■ Records supplied
======
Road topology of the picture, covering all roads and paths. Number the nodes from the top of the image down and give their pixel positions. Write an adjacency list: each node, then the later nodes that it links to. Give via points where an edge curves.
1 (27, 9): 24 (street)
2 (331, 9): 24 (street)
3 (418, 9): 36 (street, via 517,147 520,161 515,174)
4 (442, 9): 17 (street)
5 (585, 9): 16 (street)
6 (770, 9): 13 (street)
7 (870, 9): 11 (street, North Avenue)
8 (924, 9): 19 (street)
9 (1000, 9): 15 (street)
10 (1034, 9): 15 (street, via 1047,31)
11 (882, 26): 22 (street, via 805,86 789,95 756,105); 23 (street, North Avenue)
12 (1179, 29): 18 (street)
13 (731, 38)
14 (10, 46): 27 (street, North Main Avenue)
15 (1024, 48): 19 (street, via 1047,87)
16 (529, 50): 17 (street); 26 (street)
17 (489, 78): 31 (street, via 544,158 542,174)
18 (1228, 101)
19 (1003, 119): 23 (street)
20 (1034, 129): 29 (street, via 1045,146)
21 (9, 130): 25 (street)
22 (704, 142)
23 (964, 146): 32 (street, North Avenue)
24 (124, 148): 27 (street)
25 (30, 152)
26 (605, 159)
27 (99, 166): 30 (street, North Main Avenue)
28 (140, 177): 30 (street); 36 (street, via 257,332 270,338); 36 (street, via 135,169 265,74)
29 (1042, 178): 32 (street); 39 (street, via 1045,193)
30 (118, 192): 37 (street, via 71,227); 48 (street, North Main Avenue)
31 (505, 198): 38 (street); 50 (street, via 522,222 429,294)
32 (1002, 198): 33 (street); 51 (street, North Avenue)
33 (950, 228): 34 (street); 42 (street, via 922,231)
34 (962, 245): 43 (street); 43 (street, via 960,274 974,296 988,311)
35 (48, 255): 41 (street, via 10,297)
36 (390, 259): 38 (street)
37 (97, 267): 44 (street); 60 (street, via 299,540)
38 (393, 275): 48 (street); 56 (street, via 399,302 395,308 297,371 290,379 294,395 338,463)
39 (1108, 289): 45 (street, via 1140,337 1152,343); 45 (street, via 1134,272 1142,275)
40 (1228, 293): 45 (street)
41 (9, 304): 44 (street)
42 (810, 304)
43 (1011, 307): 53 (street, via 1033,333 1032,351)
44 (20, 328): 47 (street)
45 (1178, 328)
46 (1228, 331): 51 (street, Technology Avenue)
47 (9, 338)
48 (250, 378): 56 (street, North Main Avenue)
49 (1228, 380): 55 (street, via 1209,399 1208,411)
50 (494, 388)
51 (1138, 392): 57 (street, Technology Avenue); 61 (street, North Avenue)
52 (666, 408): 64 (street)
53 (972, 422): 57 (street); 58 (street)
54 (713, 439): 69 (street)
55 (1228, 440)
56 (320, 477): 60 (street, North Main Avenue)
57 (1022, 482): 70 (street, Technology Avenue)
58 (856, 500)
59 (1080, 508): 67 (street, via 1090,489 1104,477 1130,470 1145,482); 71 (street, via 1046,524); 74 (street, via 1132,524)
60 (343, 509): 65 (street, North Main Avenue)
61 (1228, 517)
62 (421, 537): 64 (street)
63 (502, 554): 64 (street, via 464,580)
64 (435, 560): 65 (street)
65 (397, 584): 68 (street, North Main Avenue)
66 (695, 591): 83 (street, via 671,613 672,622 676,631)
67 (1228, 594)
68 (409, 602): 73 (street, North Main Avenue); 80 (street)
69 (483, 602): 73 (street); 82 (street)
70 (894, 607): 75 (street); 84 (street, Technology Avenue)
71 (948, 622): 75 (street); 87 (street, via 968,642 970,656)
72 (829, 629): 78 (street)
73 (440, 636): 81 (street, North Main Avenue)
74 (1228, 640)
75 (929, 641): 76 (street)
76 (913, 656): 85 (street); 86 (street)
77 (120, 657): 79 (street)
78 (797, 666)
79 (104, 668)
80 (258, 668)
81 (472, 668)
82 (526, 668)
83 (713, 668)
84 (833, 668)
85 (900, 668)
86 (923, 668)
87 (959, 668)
======
Which lines in the listing have the string "Technology"? Pick them out and copy them.

46 (1228, 331): 51 (street, Technology Avenue)
51 (1138, 392): 57 (street, Technology Avenue); 61 (street, North Avenue)
57 (1022, 482): 70 (street, Technology Avenue)
70 (894, 607): 75 (street); 84 (street, Technology Avenue)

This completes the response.